■ WHAT IS BEING ASKED
Look through the records and copy each line with the string "Eisenhower" in it.

Segment Start: SOURCE DATA

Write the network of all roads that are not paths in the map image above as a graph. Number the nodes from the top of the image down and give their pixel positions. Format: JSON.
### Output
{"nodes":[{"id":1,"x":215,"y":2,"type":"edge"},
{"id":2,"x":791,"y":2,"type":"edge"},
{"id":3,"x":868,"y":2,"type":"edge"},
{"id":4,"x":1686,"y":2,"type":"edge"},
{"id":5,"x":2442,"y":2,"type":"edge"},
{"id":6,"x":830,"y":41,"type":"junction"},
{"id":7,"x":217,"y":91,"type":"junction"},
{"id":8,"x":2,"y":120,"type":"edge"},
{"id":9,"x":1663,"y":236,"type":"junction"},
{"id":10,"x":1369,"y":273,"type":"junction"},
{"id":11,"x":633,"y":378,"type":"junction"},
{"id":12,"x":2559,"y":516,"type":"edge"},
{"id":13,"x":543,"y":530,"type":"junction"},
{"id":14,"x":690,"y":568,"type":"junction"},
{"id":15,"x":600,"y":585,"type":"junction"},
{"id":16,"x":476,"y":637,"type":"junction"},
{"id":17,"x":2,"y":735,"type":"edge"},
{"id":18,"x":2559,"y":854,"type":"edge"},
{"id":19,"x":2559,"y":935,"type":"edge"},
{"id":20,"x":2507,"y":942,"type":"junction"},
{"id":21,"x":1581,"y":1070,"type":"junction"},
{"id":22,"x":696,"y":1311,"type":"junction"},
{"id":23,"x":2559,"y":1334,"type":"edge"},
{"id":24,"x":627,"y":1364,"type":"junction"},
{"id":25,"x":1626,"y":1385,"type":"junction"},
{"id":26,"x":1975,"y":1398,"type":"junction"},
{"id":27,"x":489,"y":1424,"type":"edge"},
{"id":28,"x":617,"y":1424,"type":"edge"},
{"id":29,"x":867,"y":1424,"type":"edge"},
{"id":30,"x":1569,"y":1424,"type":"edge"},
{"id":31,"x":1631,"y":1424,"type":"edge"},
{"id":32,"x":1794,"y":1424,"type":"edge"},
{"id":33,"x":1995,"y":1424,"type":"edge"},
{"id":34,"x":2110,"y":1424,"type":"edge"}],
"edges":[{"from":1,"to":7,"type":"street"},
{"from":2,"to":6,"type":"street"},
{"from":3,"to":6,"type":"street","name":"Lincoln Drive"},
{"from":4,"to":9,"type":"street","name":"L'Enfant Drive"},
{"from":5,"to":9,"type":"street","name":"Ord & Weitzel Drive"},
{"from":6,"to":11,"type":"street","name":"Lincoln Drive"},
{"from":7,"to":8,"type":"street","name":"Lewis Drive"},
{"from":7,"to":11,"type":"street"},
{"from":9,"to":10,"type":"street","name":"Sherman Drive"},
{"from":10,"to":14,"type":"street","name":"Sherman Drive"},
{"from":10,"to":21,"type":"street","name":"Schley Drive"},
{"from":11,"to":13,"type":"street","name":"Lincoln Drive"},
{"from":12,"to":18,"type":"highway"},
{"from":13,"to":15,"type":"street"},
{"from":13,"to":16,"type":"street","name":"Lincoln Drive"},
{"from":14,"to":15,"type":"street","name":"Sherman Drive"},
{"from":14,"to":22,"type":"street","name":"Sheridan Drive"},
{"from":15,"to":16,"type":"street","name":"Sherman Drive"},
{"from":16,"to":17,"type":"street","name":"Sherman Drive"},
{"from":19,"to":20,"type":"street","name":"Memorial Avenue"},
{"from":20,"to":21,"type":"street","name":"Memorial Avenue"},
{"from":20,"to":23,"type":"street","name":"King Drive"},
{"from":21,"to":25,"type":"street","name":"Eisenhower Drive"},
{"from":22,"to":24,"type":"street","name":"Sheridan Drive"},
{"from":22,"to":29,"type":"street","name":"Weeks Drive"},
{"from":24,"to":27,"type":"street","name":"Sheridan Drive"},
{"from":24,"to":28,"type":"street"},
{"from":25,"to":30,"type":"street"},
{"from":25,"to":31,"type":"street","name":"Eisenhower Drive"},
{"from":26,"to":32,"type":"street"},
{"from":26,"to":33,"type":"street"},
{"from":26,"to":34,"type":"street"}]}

Segment End: SOURCE DATA

■ SOLUTION TO THIS EXERCISE
{"from":21,"to":25,"type":"street","name":"Eisenhower Drive"},
{"from":25,"to":31,"type":"street","name":"Eisenhower Drive"},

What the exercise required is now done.